Le Traité sur le fonctionnement de l’Union européenne[75] en son article 82 (2) confirme l’idée d’harmonisation procédurale « [d]ans la mesure où cela est nécessaire pour faciliter la reconnaissance mutuelle des jugements et décisions judiciaires, ainsi que la coopération policière et judiciaire dans les matières pénales ayant une dimension transfrontière ». Cette harmonisation, prévue à l’article 82, porte sur :

a) l’admissibilité mutuelle des preuves entre les États membres ;

b) les droits des personnes dans la procédure pénale ;

c) les droits des victimes de la criminalité ;

d) d’autres éléments spécifiques de la procédure pénale, que le Conseil aura identifiés préalablement par une décision.
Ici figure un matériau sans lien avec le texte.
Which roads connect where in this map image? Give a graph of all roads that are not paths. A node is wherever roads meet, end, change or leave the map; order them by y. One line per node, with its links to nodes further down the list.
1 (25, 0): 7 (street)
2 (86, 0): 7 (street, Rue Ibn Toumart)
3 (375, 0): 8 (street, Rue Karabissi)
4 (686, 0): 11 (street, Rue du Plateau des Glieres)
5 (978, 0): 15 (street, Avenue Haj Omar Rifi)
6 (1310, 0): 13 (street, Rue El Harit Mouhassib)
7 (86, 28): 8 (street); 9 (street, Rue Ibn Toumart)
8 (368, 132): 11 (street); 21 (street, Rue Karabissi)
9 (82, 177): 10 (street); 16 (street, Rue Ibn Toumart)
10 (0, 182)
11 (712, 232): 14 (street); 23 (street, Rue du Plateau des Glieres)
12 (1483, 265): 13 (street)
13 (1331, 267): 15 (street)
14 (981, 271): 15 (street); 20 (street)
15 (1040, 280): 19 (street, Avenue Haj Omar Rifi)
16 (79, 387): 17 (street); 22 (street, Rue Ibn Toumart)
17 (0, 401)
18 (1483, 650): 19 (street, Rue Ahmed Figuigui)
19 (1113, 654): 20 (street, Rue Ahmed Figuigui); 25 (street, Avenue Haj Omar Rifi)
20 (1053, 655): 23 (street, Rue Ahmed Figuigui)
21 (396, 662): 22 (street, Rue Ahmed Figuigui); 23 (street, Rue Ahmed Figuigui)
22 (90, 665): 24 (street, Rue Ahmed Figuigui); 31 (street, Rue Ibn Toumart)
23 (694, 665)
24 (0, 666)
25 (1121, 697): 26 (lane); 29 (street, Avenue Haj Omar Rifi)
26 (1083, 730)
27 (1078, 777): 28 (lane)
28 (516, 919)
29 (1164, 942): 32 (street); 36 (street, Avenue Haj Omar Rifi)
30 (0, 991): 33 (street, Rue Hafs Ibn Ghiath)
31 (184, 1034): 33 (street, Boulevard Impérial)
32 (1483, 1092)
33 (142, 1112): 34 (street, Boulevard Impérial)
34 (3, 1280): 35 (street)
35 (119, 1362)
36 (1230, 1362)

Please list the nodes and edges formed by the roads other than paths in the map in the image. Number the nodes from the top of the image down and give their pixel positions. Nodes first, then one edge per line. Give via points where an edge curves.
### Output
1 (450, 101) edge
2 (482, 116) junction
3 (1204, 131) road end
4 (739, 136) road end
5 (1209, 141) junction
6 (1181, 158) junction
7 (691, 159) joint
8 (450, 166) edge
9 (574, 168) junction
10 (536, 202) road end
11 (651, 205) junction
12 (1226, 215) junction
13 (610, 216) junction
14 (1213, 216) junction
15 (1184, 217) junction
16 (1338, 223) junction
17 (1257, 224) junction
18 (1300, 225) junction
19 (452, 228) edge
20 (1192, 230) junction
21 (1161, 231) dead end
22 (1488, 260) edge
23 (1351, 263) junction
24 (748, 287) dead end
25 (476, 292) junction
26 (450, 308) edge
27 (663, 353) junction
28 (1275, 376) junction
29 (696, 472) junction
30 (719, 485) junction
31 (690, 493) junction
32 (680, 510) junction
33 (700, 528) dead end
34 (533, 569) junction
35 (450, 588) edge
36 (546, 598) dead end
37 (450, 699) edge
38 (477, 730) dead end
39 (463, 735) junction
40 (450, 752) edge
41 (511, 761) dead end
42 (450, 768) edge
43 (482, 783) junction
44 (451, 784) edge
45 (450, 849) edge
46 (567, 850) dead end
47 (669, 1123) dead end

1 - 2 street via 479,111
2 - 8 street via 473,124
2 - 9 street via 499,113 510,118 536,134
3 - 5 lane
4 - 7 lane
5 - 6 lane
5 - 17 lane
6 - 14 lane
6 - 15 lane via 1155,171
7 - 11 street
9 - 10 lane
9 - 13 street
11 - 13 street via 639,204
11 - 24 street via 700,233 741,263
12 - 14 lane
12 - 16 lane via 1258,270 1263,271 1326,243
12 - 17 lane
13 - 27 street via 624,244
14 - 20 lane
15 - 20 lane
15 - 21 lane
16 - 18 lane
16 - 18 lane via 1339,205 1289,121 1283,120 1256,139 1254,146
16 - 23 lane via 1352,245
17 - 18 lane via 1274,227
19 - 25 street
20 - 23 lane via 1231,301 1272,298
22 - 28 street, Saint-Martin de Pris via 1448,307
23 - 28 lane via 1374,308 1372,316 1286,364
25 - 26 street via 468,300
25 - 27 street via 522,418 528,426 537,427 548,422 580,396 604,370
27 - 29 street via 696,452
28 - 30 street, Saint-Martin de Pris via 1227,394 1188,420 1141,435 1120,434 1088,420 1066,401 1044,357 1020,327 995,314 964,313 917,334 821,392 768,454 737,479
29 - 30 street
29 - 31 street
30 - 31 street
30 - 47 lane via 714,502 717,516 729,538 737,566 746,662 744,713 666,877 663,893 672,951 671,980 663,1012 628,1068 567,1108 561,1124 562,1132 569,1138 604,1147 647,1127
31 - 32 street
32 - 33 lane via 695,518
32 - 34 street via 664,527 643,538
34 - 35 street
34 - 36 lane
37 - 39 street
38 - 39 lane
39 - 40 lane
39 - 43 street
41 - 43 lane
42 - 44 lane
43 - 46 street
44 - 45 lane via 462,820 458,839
Tout cela reste assez vague et général. On aura noté la prudence de l’article 82 qui parle d’une harmonisation « dans la mesure où elle est nécessaire ». Décidément la procédure pénale ne se prête à l’harmonisation que si l’on se contente de principes généraux.

Conclusion

Au terme de ce travail, il apparaît qu’une européanisation des droits nationaux est indispensable, mais inégale selon les secteurs considérés. Elle ne se conçoit d’abord qu’en cas de criminalité transfrontalière organisée et donc grave. Ensuite, la coopération reste absolument indispensable et assez facile à mener. En revanche, l’harmonisation se conçoit mieux en droit de fond où le législateur européen peut aller jusqu’à imposer des modèles d’incriminations qu’en procédure où il ne peut imposer que des principes généraux. Enfin, l’européanisation est limitée par deux principes qui doivent pouvoir jouer à titre général. Le premier, inventé par la CEDH, est la marge nationale d’appréciation qui entend respecter les cultures nationales. Selon la CEDH, la Cour « n’a pas pour tâche de se substituer aux juridictions internes [seules compétentes pour interpréter la législation interne et ses dispositions transitoires, ni] d’apprécier l’opportunité des choix de politique jurisprudentielle opérés par les juridictions internes ; son rôle se limite à vérifier la conformité à la [Conv. EDH] des conséquences qui en découlent[76] ». Le second principe, édicté par les articles 2 du Traité sur l’Union européenne et 5 (3) du nouveau Traité sur l’Union européenne, est celui de subsidiarité ainsi rédigé : « dans les domaines qui ne relèvent pas de sa compétence exclusive[77], l’Union intervient seulement si, et dans la mesure où, les objectifs de l’action envisagée ne peuvent pas être atteints de manière suffisante par les États membres […] mais peuvent l’être mieux, en raison des dimensions ou des effets de l’action envisagée, au niveau de l’Union[78] ». L’européanisation, oui bien sûr, mais pas sans limites[79].